All these cost savings would surely total at least a $100 million dollars, even much more because the technology will last 30 to 50 years without replacing components. This is because power units run at 100% efficiency, and at cool or ambient temperature – heat is the enemy of anything mechanical.

With respect to the Department of Energy having this technology in 2002, at their disposal, the inventor of Zero-Amp Technology, Peter Sumaruck thought it was his patriotic duty to help his country, but after his experiences, he recently said, “I gave them their chance. Now they can’t be trusted.”

There have been more than 12 attempts on Sumaruck’s life, the most recent in Jan. 7, 2012, and none of those attempts by foreign powers.

Yes, “they” know all this; these are the kinds of reports that will go into accessible available storage in the Data Center.

Since the Utah Data Center is a secret facility, it could have been built with a huge cost saving and if needed kept a secret making the U.S. a $100 million richer…or bragged about to the world, in this very article – how proud our government could have been to be able to take the credit for taking down Global Warming worldwide.

What happened to Zero-Amp Technology. It was shelved, not because of its operating ability but because it was competition to oil, gas, and nuclear. It was contracted to power the ground operations in Iraq, but shelved in 2004.

Now that our government currently says they are open to any and all forms of producing energy, will we see ZAT energy turning on and off the lights in the White House, and powering servers – for free – at the future Utah Data Center. Fortunately, here is a new issue that can be entirely nonpartisan – bringing down the costs of government. Everyone says this what they want.

The Data Center won’t be completed until its projected opening in September of 2013. Until that time, intelligence data will be stored in the usual manner, as described by Mr.

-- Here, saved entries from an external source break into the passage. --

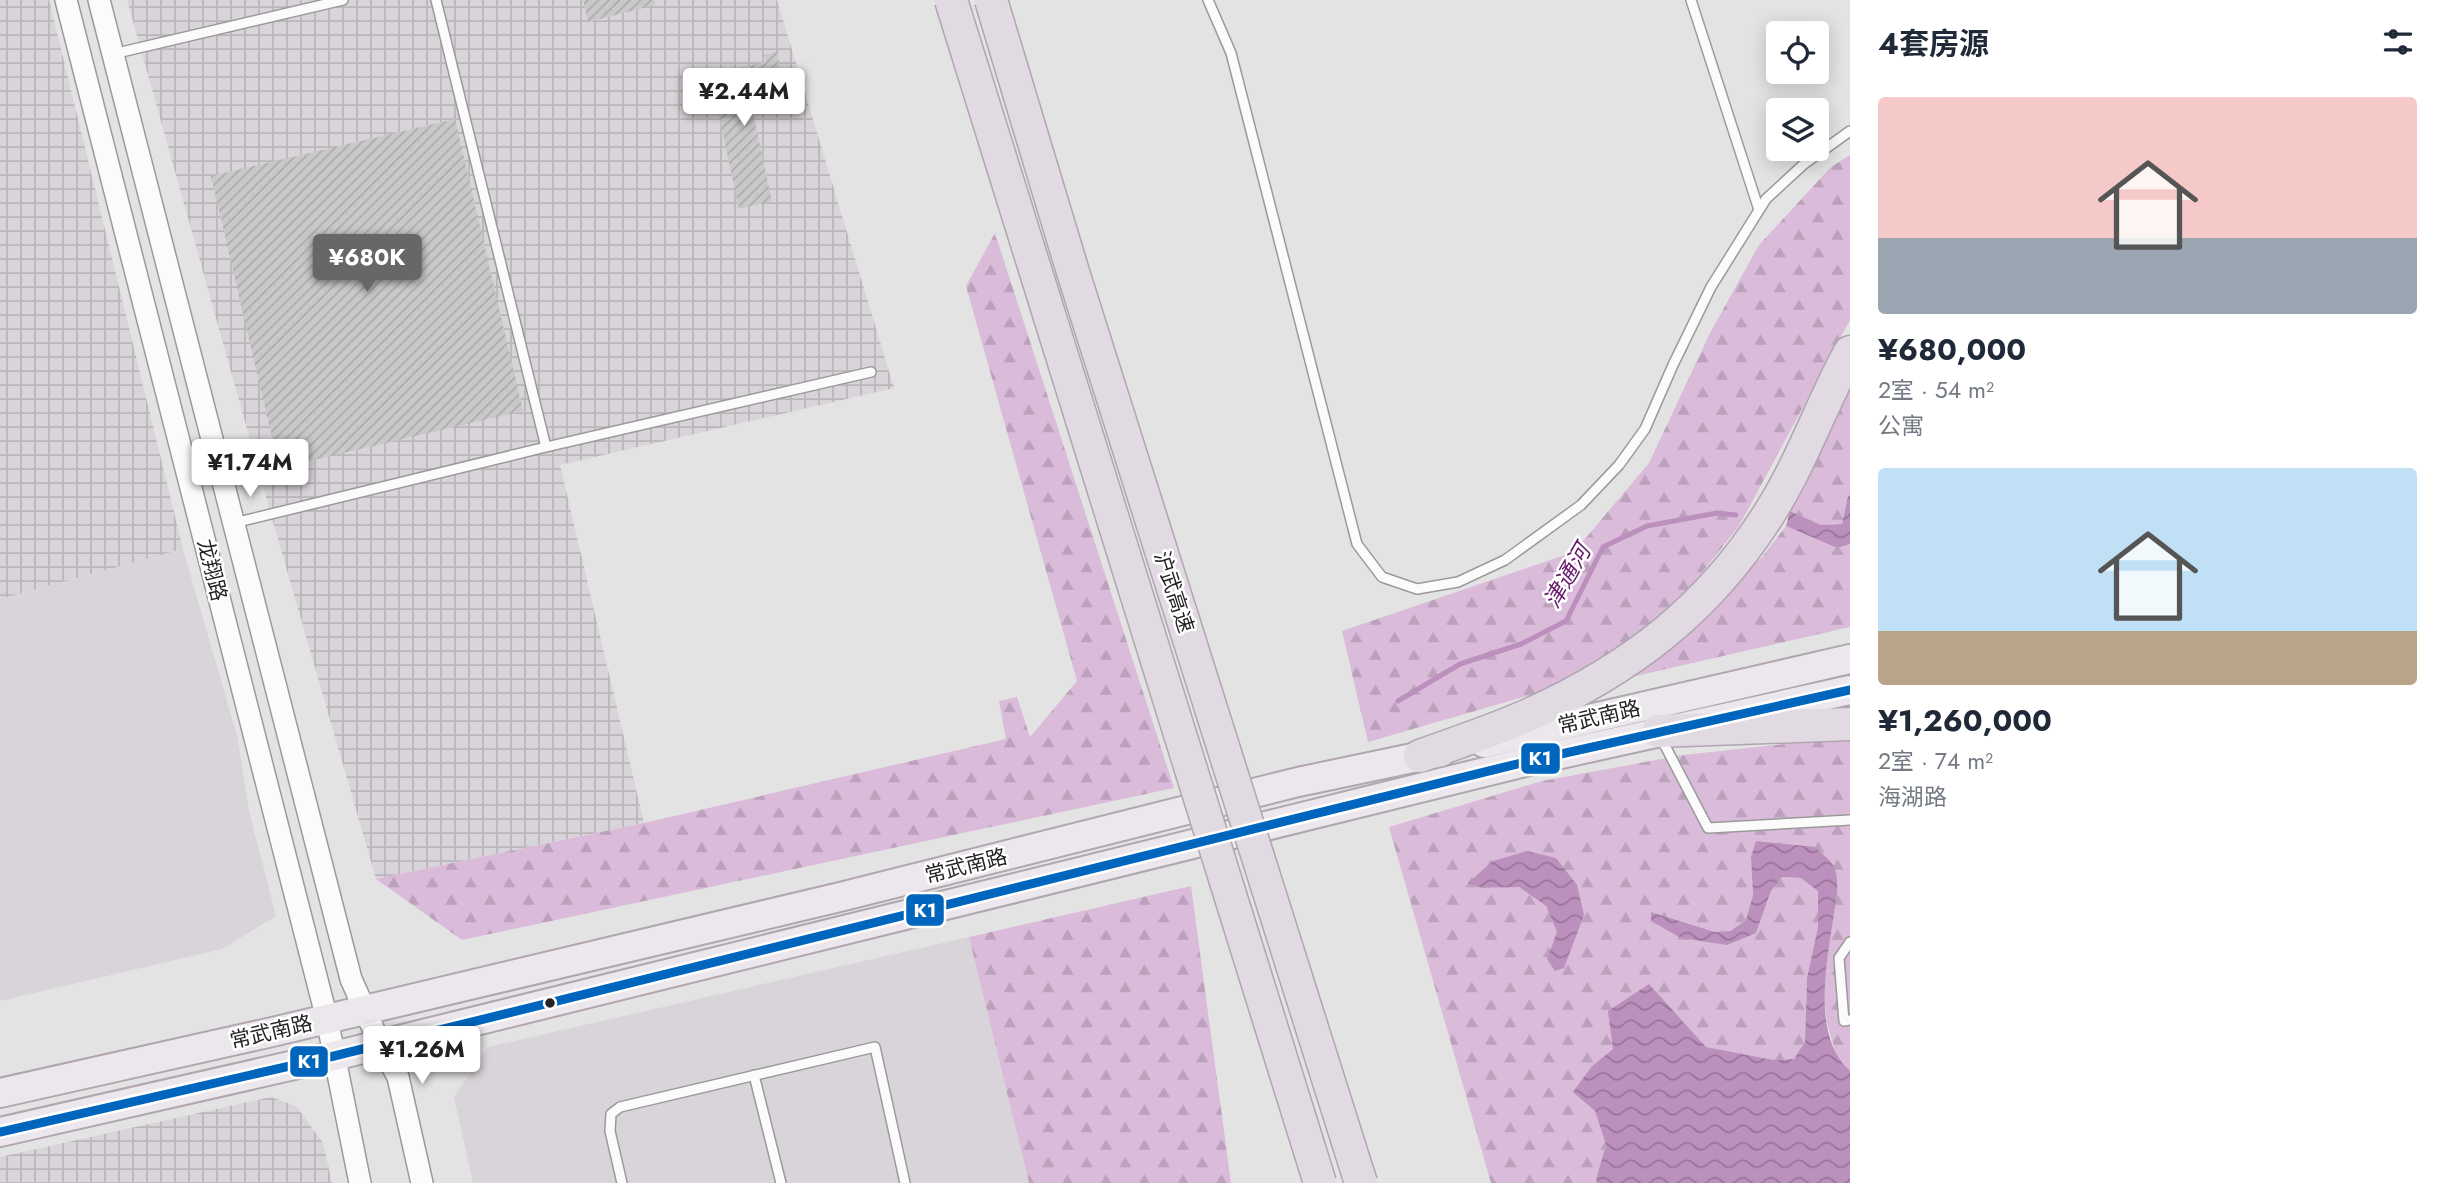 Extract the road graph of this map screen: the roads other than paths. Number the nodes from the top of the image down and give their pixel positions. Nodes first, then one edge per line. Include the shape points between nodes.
1 (66, 0) edge
2 (99, 0) edge
3 (343, 0) edge
4 (436, 0) edge
5 (951, 0) edge
6 (991, 0) edge
7 (1208, 0) edge
8 (1691, 0) edge
9 (111, 55) junction
10 (1850, 131) edge
11 (1759, 210) junction
12 (1850, 352) edge
13 (871, 372) dead end
14 (546, 447) junction
15 (234, 523) junction
16 (1850, 659) edge
17 (1850, 690) edge
18 (1850, 724) edge
19 (1658, 731) junction
20 (1420, 756) junction
21 (1850, 820) edge
22 (1850, 942) edge
23 (364, 1010) junction
24 (327, 1019) junction
25 (1850, 1020) edge
26 (380, 1044) junction
27 (334, 1056) junction
28 (754, 1075) junction
29 (0, 1093) edge
30 (0, 1132) edge
31 (360, 1183) edge
32 (422, 1183) edge
33 (622, 1183) edge
34 (781, 1183) edge
35 (905, 1183) edge
36 (1320, 1183) edge
37 (1361, 1183) edge

1 - 24 street, 龙翔路
2 - 9 street, 龙翔路
3 - 9 lane
4 - 14 lane
5 - 36 highway, 沪武高速, bridge
6 - 37 highway, 沪武高速, bridge
7 - 11 lane via 1231,53 1357,544 1381,577 1417,589 1458,582 1504,560 1581,505 1645,429 1712,286
8 - 11 lane
9 - 15 street, 龙翔路
10 - 11 lane via 1804,164
12 - 20 highway via 1772,510 1741,555 1690,612 1619,667 1556,702
13 - 14 lane
14 - 15 lane
15 - 23 street, 龙翔路 via 351,979
16 - 20 main road, 常武南路
17 - 19 main road, 常武南路
18 - 19 highway
19 - 21 lane via 1708,828
19 - 26 main road, 常武南路
20 - 23 main road, 常武南路
22 - 25 lane via 1839,958 1844,1021
23 - 24 main road, 常武南路
23 - 26 street, 龙翔路
24 - 27 street, 龙翔路
24 - 29 main road, 常武南路
26 - 27 main road, 常武南路
26 - 32 street, 龙翔路 via 398,1077
27 - 30 main road, 常武南路
27 - 31 street, 龙翔路
28 - 33 lane via 620,1107 611,1114 610,1131
28 - 34 lane
28 - 35 lane via 875,1047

Bamford, in servers across the country, according to the “Wired” article. He talks about “telecom (companies) that had agreed to participate in the illegal activity were granted immunity from prosecution and lawsuits,” starting years ago. This domestic spying program has of course been reported in the news.

A former NSA crypto-mathematician William Binney described the wiretapping program, codenamed Stellar Wind. “He explained…the NSA chose to put the wiretapping rooms in key junction points (network intercept stations) throughout the country, in large windowless buildings known as switches,” in order to access both international and domestic traffic. This has been known for some time, but nonetheless, illuminating.

Author, Bamford also mentions how the NSA gleans information from monitored AT&T satellite communication earth stations, like receivers at locations named Roaring Creek (how bucolic) in rural Pennsylvania…and in Arbuckle, California. The article calls Arbuckle “remote” but it is no-mans land for sure – perfect for a secret operation.

Project Steller Wind, “was far larger than has been publicly disclosed and included not just evesdropping, but also inspection of domestic mail.”

He does not refer to international mail. I personally have been told, by others than Mr. Bamford, that the opening of international mail has been going on for the past fifty years; that too would include data storage, but in the days in “filing cabinets.”

All this data storage is extremely expensive, to include facility construction, but remember, the NSA has plenty of money, not to worry.

Keep in mind that James Bamford is always intelligent and fair. Store another consideration in your mental record, Bamford is only allowed to report what “they” want him to. Also, imagine a massive data server room; can you picture just where James Bamford’s, “Wired” article will reside …and where this article review will belocated – safe and secure…and quiet, for posterity, maybe something like Forest Lawn Cemetery.